Interestingly, once her peers had a greater insight into her life in the outside world, they seemed to understand and accept her more.

“The day before I got out, it was my birthday. I’d told everyone I was going. I was at work in the kitchen, chopping some onions, doing my bit. And all of a sudden I heard “Haaaappy birthdaaay…” and all the prisoners had baked me a cake! But because they couldn’t have candles, they’d used an oven lighter, holding it on top of the cake!”

“In the end, they were all really lovely. Even now they’ll call me sometimes on my phone, from their cells. There’s some really lovely people in jail. That sounds mad, but there are. They’re real. It was nice to just be around realness. Real realness. Real, actual people.”

Having been through the experience, and come out the other side, she’s not only philosophical, but humbly contrite about her time inside.

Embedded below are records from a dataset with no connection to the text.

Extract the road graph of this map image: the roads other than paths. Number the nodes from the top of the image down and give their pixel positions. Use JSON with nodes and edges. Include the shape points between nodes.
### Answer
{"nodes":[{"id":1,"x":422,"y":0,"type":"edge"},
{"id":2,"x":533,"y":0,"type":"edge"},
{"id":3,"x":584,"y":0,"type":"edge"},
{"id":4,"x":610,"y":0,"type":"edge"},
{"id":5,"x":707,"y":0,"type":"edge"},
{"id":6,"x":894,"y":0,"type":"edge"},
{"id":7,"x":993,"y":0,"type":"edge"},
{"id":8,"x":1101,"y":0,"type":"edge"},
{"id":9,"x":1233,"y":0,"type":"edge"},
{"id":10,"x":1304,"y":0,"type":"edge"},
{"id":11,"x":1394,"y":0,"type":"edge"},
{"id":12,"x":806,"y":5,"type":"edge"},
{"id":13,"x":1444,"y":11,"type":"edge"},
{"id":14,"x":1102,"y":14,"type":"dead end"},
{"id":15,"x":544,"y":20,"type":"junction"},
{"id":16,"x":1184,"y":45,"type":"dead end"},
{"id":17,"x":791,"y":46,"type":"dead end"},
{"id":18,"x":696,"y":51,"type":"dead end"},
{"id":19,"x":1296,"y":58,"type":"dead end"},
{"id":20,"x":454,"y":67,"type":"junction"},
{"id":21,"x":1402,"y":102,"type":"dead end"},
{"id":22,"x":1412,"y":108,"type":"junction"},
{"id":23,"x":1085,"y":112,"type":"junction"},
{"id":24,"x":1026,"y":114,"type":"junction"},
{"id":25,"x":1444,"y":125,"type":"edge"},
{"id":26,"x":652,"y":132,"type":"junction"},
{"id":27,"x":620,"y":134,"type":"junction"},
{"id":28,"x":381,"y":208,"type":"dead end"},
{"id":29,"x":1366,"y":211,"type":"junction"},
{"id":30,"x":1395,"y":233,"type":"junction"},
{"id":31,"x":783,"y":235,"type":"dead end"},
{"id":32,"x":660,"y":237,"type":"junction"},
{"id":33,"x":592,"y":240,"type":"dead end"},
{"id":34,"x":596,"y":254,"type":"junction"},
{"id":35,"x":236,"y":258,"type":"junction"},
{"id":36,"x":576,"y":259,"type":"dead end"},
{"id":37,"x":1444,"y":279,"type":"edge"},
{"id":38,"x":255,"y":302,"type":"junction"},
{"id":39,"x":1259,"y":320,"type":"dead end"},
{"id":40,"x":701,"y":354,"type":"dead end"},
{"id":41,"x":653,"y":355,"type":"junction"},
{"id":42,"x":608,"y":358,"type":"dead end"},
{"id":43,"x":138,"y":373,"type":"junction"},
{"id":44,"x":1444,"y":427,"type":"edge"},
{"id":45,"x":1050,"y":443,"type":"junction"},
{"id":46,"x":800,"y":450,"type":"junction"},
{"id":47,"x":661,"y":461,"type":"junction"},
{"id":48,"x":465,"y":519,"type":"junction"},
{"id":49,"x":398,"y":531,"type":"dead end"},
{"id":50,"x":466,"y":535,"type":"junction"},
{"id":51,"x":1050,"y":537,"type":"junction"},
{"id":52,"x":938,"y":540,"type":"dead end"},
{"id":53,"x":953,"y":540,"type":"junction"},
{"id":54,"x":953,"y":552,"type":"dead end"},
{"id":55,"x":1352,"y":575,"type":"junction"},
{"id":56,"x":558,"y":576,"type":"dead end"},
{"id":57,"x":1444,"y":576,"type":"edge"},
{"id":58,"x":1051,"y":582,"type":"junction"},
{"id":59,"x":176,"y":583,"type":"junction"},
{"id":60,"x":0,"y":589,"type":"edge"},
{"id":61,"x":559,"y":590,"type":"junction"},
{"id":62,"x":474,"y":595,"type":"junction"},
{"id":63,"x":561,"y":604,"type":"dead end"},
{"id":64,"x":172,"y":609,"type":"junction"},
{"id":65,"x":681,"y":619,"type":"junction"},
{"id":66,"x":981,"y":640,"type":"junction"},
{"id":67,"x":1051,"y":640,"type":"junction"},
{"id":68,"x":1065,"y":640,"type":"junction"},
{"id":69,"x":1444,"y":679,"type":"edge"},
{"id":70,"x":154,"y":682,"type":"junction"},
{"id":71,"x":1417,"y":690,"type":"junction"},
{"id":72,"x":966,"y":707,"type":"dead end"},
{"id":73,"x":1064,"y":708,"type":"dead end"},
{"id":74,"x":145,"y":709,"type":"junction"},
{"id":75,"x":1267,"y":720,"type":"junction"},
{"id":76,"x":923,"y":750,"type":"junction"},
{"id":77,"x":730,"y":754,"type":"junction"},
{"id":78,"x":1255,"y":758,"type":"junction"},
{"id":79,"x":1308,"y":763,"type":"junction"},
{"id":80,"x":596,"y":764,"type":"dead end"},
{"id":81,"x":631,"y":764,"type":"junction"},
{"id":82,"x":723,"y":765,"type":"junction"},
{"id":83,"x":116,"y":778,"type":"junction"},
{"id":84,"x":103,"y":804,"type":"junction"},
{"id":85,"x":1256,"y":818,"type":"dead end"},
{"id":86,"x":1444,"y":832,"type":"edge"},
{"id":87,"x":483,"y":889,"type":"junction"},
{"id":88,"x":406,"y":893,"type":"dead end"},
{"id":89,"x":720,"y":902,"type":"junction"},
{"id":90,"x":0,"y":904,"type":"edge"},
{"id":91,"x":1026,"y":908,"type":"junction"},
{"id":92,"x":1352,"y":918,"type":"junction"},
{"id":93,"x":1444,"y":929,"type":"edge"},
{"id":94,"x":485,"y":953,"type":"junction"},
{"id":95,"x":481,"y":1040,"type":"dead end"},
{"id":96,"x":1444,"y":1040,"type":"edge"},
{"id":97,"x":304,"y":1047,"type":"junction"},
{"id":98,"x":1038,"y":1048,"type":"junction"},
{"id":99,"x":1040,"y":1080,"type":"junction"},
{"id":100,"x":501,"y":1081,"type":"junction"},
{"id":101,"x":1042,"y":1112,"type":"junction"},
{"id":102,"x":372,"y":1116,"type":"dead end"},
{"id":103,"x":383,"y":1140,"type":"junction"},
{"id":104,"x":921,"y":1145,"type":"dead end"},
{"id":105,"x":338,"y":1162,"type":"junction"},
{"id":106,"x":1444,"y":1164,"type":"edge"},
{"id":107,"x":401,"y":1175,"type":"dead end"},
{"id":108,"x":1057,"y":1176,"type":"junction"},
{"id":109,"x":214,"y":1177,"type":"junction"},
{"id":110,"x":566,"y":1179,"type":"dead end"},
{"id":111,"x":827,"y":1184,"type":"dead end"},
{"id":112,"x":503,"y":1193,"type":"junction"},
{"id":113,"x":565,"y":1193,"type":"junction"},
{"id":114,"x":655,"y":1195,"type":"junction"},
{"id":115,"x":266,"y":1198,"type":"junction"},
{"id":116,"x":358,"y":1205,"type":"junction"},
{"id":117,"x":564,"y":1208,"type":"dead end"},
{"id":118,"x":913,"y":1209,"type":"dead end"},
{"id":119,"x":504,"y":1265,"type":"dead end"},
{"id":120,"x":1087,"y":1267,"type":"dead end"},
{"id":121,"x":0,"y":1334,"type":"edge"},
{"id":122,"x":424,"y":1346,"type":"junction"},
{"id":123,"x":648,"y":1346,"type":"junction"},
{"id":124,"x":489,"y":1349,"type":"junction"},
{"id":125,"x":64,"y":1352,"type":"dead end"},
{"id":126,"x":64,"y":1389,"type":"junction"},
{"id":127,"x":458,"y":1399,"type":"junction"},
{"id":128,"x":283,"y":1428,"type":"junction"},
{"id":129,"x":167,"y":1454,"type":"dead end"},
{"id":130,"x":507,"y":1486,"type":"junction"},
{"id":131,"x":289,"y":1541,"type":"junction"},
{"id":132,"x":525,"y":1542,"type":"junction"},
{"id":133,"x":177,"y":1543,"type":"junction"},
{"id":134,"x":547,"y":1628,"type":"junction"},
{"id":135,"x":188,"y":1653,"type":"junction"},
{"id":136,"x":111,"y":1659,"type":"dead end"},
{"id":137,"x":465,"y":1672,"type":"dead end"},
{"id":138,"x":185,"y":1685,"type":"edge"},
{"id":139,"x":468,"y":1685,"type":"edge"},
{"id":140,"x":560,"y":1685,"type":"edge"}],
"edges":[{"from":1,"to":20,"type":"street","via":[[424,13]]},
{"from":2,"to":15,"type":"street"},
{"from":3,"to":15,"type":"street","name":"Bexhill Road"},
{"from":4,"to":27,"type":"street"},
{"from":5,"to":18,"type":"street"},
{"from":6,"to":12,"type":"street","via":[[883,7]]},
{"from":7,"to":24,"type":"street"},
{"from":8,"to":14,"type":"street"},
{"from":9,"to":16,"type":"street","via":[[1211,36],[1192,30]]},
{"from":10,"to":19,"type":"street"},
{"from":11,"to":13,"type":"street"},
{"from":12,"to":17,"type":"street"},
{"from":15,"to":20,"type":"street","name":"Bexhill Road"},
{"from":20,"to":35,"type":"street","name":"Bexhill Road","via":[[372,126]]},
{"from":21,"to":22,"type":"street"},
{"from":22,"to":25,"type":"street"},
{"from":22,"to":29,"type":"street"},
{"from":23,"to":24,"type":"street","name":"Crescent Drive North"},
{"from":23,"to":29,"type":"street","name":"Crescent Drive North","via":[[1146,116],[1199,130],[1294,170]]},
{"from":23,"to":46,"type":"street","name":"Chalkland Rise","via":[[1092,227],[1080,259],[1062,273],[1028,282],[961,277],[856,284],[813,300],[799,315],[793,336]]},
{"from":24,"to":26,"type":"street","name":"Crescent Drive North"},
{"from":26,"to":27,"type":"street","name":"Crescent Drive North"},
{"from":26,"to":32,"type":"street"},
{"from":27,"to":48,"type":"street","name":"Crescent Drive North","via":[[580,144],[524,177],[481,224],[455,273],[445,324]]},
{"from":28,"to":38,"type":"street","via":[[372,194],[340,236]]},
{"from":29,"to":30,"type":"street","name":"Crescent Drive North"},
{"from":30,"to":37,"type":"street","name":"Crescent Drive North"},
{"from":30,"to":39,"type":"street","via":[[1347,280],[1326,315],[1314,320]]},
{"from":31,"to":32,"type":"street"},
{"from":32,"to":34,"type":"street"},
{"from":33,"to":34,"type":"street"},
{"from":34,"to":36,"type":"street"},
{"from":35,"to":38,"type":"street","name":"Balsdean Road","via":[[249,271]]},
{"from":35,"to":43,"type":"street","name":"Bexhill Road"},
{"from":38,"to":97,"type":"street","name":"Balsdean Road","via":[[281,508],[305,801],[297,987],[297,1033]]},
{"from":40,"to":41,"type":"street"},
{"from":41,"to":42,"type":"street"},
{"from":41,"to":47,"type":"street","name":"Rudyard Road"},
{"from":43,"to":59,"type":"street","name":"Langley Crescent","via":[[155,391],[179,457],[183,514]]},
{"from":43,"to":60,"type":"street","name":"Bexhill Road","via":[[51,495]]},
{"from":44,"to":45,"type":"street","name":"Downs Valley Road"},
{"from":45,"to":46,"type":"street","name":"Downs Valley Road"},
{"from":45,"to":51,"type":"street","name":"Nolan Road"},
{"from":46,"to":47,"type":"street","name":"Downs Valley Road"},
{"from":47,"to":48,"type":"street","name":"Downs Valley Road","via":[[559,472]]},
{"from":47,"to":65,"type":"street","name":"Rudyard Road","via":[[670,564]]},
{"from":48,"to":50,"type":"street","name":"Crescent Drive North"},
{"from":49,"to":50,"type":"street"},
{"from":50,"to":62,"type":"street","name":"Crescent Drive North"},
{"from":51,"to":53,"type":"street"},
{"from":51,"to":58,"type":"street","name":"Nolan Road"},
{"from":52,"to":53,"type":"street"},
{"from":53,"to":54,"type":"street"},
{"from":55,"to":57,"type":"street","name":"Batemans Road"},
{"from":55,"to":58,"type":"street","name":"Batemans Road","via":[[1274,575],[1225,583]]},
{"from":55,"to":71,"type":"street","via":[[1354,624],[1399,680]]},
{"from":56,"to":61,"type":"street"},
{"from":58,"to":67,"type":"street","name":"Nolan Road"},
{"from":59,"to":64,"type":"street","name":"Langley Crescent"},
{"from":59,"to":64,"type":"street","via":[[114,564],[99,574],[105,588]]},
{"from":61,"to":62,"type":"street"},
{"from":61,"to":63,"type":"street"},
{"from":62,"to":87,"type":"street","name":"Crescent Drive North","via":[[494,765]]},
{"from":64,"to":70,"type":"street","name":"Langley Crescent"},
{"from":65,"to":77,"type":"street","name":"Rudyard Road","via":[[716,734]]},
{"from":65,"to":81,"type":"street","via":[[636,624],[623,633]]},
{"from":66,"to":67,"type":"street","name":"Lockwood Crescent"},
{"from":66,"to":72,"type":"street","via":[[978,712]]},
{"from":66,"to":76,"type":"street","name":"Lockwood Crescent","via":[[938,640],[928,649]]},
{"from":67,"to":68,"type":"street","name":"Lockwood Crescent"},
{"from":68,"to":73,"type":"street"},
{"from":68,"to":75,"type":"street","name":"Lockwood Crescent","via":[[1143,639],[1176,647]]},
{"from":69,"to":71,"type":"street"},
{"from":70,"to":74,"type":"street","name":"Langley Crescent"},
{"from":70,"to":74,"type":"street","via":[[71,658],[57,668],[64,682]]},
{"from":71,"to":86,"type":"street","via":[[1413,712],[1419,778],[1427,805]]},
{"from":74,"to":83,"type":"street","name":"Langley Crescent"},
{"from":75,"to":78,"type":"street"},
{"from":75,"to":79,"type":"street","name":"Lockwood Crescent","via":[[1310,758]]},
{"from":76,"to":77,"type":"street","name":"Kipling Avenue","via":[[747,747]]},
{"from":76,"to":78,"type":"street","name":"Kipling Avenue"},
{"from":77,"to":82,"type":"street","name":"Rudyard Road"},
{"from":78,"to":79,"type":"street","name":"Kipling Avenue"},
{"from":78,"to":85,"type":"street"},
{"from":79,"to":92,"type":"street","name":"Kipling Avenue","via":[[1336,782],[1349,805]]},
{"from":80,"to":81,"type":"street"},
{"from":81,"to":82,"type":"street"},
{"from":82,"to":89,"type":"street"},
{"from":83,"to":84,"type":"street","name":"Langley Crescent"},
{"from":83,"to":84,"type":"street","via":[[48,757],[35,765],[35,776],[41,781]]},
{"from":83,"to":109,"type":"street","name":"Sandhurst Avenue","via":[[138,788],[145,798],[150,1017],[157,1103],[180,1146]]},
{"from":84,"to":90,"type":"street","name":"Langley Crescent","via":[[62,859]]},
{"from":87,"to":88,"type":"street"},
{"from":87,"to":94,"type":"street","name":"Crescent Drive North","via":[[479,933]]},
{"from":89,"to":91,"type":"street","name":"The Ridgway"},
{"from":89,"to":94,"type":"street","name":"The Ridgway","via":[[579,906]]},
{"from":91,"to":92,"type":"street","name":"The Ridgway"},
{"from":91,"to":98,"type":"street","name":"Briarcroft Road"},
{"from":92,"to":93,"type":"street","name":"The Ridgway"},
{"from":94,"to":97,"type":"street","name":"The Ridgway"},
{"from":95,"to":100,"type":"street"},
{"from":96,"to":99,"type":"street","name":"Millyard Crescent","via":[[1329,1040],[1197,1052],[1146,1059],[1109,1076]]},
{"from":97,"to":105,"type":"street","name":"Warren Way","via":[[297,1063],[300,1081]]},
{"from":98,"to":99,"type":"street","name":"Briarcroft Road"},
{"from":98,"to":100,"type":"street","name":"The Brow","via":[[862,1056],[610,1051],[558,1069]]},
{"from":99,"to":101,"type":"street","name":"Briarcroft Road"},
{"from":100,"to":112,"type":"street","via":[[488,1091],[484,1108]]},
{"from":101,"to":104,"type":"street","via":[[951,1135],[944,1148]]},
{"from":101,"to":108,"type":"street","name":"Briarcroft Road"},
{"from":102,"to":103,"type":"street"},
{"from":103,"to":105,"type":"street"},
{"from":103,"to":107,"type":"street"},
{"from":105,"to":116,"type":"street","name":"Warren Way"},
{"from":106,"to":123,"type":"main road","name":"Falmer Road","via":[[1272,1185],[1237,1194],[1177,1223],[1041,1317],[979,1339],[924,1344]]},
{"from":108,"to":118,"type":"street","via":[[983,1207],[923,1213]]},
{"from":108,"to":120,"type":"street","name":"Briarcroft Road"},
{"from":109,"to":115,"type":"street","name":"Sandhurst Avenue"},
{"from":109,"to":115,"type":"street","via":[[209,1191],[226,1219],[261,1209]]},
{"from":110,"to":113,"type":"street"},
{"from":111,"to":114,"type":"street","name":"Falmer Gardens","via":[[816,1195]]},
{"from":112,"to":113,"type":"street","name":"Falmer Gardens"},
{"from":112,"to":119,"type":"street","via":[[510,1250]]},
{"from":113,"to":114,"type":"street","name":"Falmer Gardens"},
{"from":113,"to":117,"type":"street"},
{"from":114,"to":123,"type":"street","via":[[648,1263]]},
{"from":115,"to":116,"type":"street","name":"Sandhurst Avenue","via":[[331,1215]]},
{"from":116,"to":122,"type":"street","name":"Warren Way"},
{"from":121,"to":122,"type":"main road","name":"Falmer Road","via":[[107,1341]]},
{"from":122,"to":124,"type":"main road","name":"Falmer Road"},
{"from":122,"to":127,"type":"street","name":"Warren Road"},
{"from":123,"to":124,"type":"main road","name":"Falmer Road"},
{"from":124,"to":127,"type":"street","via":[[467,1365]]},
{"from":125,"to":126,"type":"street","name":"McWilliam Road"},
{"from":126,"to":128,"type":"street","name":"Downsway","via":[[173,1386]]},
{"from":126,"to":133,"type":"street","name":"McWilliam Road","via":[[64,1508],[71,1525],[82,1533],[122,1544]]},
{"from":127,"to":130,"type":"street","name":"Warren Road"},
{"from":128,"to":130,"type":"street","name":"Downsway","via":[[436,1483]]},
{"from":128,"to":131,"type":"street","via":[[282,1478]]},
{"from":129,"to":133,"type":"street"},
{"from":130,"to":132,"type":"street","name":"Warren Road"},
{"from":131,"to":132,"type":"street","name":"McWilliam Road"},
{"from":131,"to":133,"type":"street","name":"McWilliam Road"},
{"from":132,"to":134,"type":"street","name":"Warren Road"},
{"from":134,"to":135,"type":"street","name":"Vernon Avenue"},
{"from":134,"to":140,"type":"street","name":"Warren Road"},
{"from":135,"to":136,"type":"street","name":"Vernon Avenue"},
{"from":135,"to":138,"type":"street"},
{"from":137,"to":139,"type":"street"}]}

“I did something wrong,” she says, putting down her champagne glass with a resigned shrug. “I know I did wrong. I know I had to pay for it. So I went, and I did that. I could have got years for what I did, but I didn’t, because the judge knew I was being sincere. And so he said ‘ok, we won’t give you this much time. But we have to give you something because of what was done.’ And I’ve done it. And now I’ve come back, and I’m going to get on with my life.”

We top up our champagne glasses as Cé the photographer flits around us gathering up his equipment. On the street below, East London’s cast of graphic designers and model slash DJs are starting their nights out. Inside, on the expensive soundsystem, Rihanna’s finding love in a hopeless place.

As Raven reflects on how prison changed her outlook on the world, we start chatting about how our social circles see life. Inevitably, talk turns to politics, and with it, race, and the insanely incendiary nature of social media.

“It’s just tired isn’t it,” she sighs. “Very, very tired. There’s a heat, or a tension in the air. What people seem to be doing at the moment, is factioning off. Going off into their own groups. But at times like this, we need to group together. I can feel negative energies and I don’t like it.”

“We should all be embracing each other – appreciating each other’s cultures. Not cultural appropriation, cultural appreciation. Because I appreciate everything I see. And that’s what we should all be doing. Loving each other. Not saying ‘oh he’s a white person,’ or ‘he’s a black person’ or ‘she’s a trans person.’”

She necks the last of her champagne and stands to go inside, pulling open the balcony doors as the last blood-red shards of the sunset ricochet from her headdress.

“We’re all people. We’re all human beings. We need to get over ourselves. And that’s the T.”